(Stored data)
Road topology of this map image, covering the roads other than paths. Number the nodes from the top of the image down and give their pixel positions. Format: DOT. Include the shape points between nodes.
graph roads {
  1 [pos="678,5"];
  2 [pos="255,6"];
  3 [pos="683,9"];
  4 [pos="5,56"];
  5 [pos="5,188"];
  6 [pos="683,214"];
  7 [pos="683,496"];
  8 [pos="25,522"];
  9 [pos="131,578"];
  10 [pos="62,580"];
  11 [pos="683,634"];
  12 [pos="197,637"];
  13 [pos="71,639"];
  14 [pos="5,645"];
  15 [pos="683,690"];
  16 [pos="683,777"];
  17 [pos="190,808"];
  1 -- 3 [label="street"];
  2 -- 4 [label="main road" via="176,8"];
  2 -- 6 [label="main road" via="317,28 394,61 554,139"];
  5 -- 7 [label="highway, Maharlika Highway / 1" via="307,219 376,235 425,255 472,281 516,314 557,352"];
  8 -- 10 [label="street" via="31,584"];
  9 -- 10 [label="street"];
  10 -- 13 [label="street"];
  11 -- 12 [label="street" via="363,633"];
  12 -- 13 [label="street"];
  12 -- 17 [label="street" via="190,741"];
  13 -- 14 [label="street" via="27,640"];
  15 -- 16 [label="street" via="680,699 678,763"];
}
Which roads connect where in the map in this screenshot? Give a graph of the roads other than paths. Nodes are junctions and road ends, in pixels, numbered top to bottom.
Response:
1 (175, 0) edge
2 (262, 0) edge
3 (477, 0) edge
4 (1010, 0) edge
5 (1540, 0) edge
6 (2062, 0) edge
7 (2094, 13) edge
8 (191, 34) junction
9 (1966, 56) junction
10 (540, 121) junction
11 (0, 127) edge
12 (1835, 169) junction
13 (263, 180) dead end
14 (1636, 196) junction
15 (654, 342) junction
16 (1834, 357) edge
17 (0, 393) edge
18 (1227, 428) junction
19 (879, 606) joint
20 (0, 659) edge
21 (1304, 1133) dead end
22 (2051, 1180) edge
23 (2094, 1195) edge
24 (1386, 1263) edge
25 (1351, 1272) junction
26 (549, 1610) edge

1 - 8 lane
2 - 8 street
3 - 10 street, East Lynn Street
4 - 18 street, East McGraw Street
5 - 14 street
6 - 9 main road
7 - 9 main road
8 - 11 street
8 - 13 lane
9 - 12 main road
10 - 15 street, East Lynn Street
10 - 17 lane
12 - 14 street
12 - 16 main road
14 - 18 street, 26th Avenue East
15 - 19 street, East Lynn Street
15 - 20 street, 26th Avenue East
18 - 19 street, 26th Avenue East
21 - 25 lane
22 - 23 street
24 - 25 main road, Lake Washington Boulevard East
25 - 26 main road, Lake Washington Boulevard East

→ **Instructions to follow**
In full and without error, restate the data.

→ **Problem solution**
Road topology of this map image, covering the roads other than paths. Number the nodes from the top of the image down and give their pixel positions. Format: DOT. Include the shape points between nodes.
graph roads {
  1 [pos="678,5"];
  2 [pos="255,6"];
  3 [pos="683,9"];
  4 [pos="5,56"];
  5 [pos="5,188"];
  6 [pos="683,214"];
  7 [pos="683,496"];
  8 [pos="25,522"];
  9 [pos="131,578"];
  10 [pos="62,580"];
  11 [pos="683,634"];
  12 [pos="197,637"];
  13 [pos="71,639"];
  14 [pos="5,645"];
  15 [pos="683,690"];
  16 [pos="683,777"];
  17 [pos="190,808"];
  1 -- 3 [label="street"];
  2 -- 4 [label="main road" via="176,8"];
  2 -- 6 [label="main road" via="317,28 394,61 554,139"];
  5 -- 7 [label="highway, Maharlika Highway / 1" via="307,219 376,235 425,255 472,281 516,314 557,352"];
  8 -- 10 [label="street" via="31,584"];
  9 -- 10 [label="street"];
  10 -- 13 [label="street"];
  11 -- 12 [label="street" via="363,633"];
  12 -- 13 [label="street"];
  12 -- 17 [label="street" via="190,741"];
  13 -- 14 [label="street" via="27,640"];
  15 -- 16 [label="street" via="680,699 678,763"];
}
Which roads connect where in the map in this screenshot? Give a graph of the roads other than paths. Nodes are junctions and road ends, in pixels, numbered top to bottom.
Response:
1 (175, 0) edge
2 (262, 0) edge
3 (477, 0) edge
4 (1010, 0) edge
5 (1540, 0) edge
6 (2062, 0) edge
7 (2094, 13) edge
8 (191, 34) junction
9 (1966, 56) junction
10 (540, 121) junction
11 (0, 127) edge
12 (1835, 169) junction
13 (263, 180) dead end
14 (1636, 196) junction
15 (654, 342) junction
16 (1834, 357) edge
17 (0, 393) edge
18 (1227, 428) junction
19 (879, 606) joint
20 (0, 659) edge
21 (1304, 1133) dead end
22 (2051, 1180) edge
23 (2094, 1195) edge
24 (1386, 1263) edge
25 (1351, 1272) junction
26 (549, 1610) edge

1 - 8 lane
2 - 8 street
3 - 10 street, East Lynn Street
4 - 18 street, East McGraw Street
5 - 14 street
6 - 9 main road
7 - 9 main road
8 - 11 street
8 - 13 lane
9 - 12 main road
10 - 15 street, East Lynn Street
10 - 17 lane
12 - 14 street
12 - 16 main road
14 - 18 street, 26th Avenue East
15 - 19 street, East Lynn Street
15 - 20 street, 26th Avenue East
18 - 19 street, 26th Avenue East
21 - 25 lane
22 - 23 street
24 - 25 main road, Lake Washington Boulevard East
25 - 26 main road, Lake Washington Boulevard East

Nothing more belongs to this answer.